Hurricane Floyd was in many places the equivalent of a fire drill – it was a trial run for future storms. (Unfortunately, for many in North Carolina in particular, it was a fire, not a drill.) It revealed ample opportunities to improve hurricane preparedness, response, and particularly evacuation based on forecasts and warnings. It also revealed that we as a nation are lacking critical information necessary to improve our priorities and preparedness, not only for hurricanes, but extreme weather in general.

Floyd holds the dubious distinction of being the first billion-dollar storm in which the costs of the evacuation rival the costs of the storm's impacts. How can this be? Assuming that the costs of evacuation are in the neighborhood of the oft-cited $1 million per coastal mile, then an evacuation of about 2,000 miles of coast totals $2 billion. According to the insurance industry, insured losses associated with Floyd totaled more than $1 billion, and flood costs add at least several billion to that.

This distinction is significant because it dramatically reveals one of the hidden costs ( Hidden Costs of Coastal Hazards) of hurricanes – that of overwarning. Because forecasts are uncertain, a larger area of coast must be warned than actually experiences a hurricane's impact. Consider that a hurricane typically directly affects about 100 miles of coast, and the average length of coastline warned per storm is 400 miles. This means that, on average, 300 miles of coast are warned but do not experience the direct effects of the hurricane.
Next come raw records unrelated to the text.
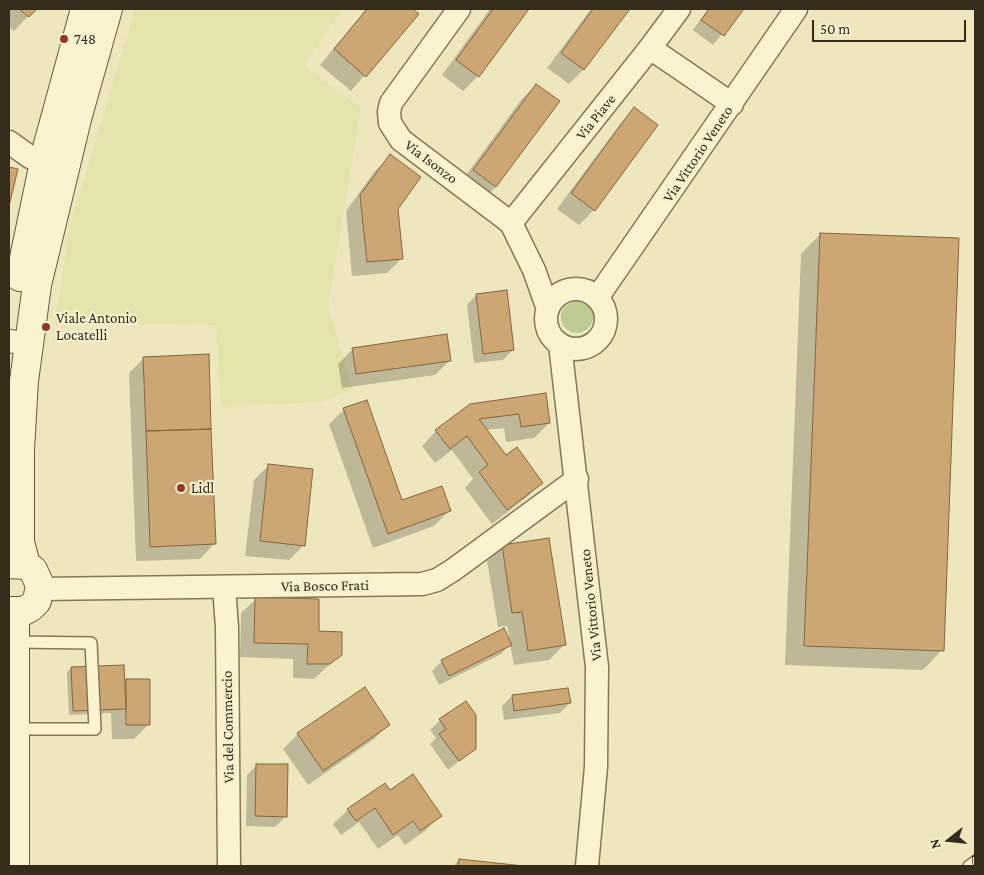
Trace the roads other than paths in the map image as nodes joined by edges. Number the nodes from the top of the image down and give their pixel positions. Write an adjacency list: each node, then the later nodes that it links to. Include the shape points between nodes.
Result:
1 (85, 9): 9 (street)
2 (108, 9): 9 (street)
3 (459, 9): 10 (street, Via Isonzo, via 391,104 389,118 401,140)
4 (679, 9): 6 (street, Via Piave)
5 (796, 9): 7 (street, Via Vittorio Veneto)
6 (650, 48): 7 (street); 10 (street, Via Piave)
7 (732, 104): 11 (street, Via Vittorio Veneto)
8 (9, 142): 9 (street, via 30,157)
9 (54, 166): 14 (street, via 23,258)
10 (511, 223): 12 (street, Via Isonzo, via 534,270)
11 (597, 298): 12 (street, via 580,289 570,290 560,293); 13 (street, via 606,316 602,334 587,347 568,348)
12 (548, 309): 13 (street, via 547,329)
13 (560, 344): 15 (street, Via Vittorio Veneto)
14 (14, 346): 16 (street, via 20,450)
15 (577, 479): 17 (street, Via Bosco Frati, via 443,576 430,582 416,585); 25 (street, Via Vittorio Veneto, via 598,681 597,760)
16 (18, 564): 18 (street, via 38,577)
17 (224, 587): 18 (street, Via Bosco Frati); 24 (street, Via del Commercio)
18 (40, 589): 19 (street, via 37,601 31,607)
19 (12, 612): 20 (street)
20 (16, 642): 21 (street); 21 (lane, via 92,643 95,729)
21 (16, 730): 23 (street)
22 (975, 862): 26 (lane)
23 (16, 866)
24 (229, 866)
25 (587, 866)
26 (969, 866)

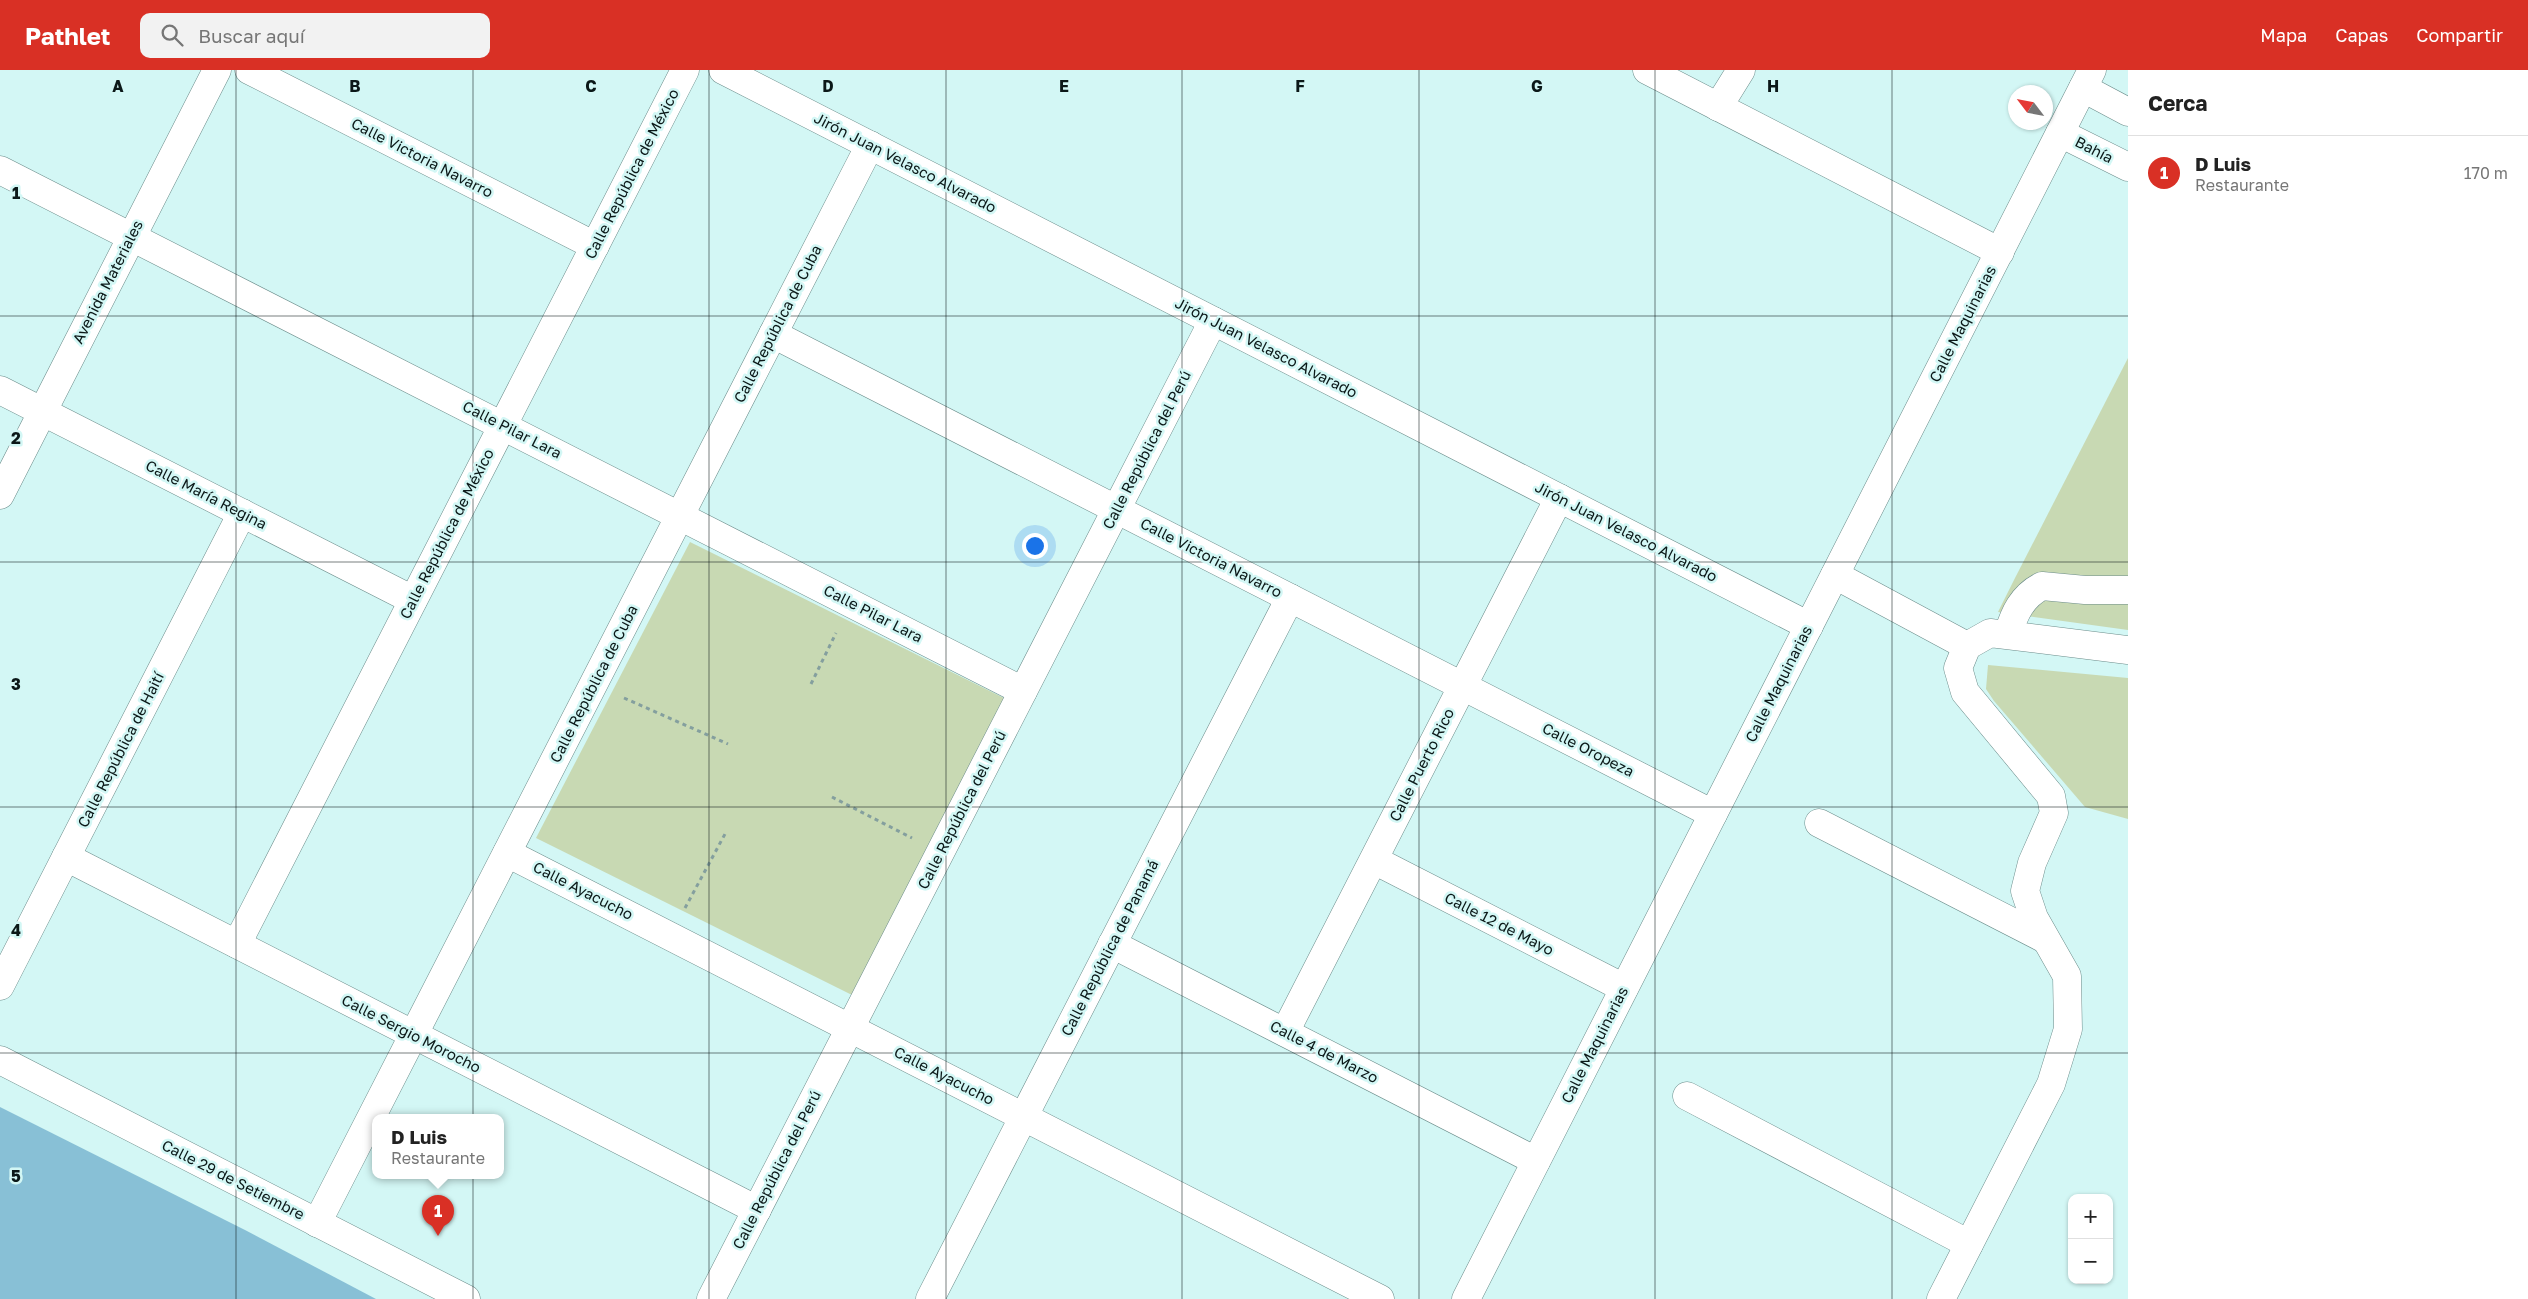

Floyd was obviously an extreme example of overwarning but perhaps also an indication of the sorts of problems faced in the future as more and more people move to coastal locations.

Improved forecasts offer the promise of reducing the costs of overwarning by providing greater accuracy and reliability to emergency management officials who must make difficult evacuation decisions (in concert with the National Hurricane Center, the Federal Emergency Management Agency, and in some cases, elected officials). How might this occur and what might be saved? Based on work done by Mark Demaria (formerly with the Tropical Prediction Center []), in 1997, the average error in hurricane track forecasts at 24 hours was about 90 miles (where error is the difference between where a storm is predicted to go and where it actually does go). And 95% of such forecast errors were less than 200 miles. By inference, this means that the average 400 miles of coastline warned per storm equates to a 95% confidence level (i.e., +/- 200 miles = 400 miles). Thus, only 1 in 20 storms will cross the coast over an area that was not warned at 24 hours.

If improved forecasts can reduce the magnitude of the 95% error in miles of coastline warned by, say, 20% from 200 miles to 160 miles, then all else being equal, this would lead to a reduction in miles-of-the-coastline-warned from 400 miles to 320 miles (+/- 160 miles) or a cost savings of $80 million per storm (80 miles times $1 million per mile), without changing the level of risk faced by coastal communities.

Some have suggested that instead of reducing the level of overwarning, it would be more important to increase the lead time available to the emergency management community. This argument makes good sense, given how long it takes to evacuate many communities and how those times are increasing. But it is impossible to effectively compare the relative benefits of reducing miles-of-coastline-warned versus increased lead time, because we simply do not know the value of improved lead time. And the back-of-the-envelope calculation in the paragraphs above of the benefits of reducing overwarning is no substitute for a rigorous empirical analysis. In our April 1999 issue Jerry Jarrell, National Hurricane Center Director, provided a list of such needed analyses (What Does the National Hurricane Center Need from Social Scientists?).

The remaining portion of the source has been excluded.